Thursday, November 15, 2018


Thanksgiving and Hospitality

Dear Family,

Who’s coming to your Thanksgiving dinner next week? Jesus has some interesting things to say about dinners and hospitality. He spent a good amount of his ministry dining out. He not only spent time meeting in homes with his friends and followers, but he also took time to meet and eat with the Pharisees and who opposed his ministry.  The kind of people with whom he dined caused me to think about one significant lesson Jesus taught about hospitality.

In Luke 14 Jesus taught, “When you give a luncheon or dinner, do not invite your friends, your brothers or relatives, or your rich neighbors; if you do, they may invite you back and so you will be repaid.  But when you give a banquet, invite the poor, the crippled, the lame, the blind, and you will be blessed.  Although they cannot repay you, you will be repaid at the resurrection of the righteous. (14:12-14)

As I thought about this, I tried to recall the last time I had honored this exhortation.  Quite honestly most of the people whom we have invited to our home have been my friends, neighbors and family, and while on occasion when we lived in Philadelphia and Fort Lauderdale, we would invite those we knew had no place to go on special holidays, it was not always on a regular basis.
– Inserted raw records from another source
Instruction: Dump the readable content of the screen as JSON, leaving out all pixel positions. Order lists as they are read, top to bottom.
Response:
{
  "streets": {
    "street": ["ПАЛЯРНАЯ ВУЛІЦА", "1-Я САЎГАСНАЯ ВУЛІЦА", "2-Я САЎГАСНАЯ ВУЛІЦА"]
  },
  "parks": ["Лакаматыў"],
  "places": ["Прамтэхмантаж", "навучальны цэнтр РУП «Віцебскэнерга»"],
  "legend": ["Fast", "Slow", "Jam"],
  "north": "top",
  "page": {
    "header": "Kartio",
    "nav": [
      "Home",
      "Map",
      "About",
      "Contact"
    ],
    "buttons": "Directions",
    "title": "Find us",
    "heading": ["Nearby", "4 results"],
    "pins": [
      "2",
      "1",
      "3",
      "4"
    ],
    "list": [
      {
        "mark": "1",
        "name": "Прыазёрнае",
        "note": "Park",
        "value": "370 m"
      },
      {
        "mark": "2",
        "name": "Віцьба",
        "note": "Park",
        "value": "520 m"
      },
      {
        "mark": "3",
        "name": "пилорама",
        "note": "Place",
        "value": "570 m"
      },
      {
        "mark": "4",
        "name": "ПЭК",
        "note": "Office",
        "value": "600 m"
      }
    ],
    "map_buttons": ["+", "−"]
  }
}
Often they would come from local addiction ministries or were referred to us by the Salvation Army, but I would say these instances weren’t often enough.

As I reflected on how we welcome the outcast, the unlovely, the needy, I thought about something that I recently read that took place in a church service, and it was told by former televangelist Jim Bakker shortly after his release from prison.  I share it with you because it is a beautiful story of what the church is called to be.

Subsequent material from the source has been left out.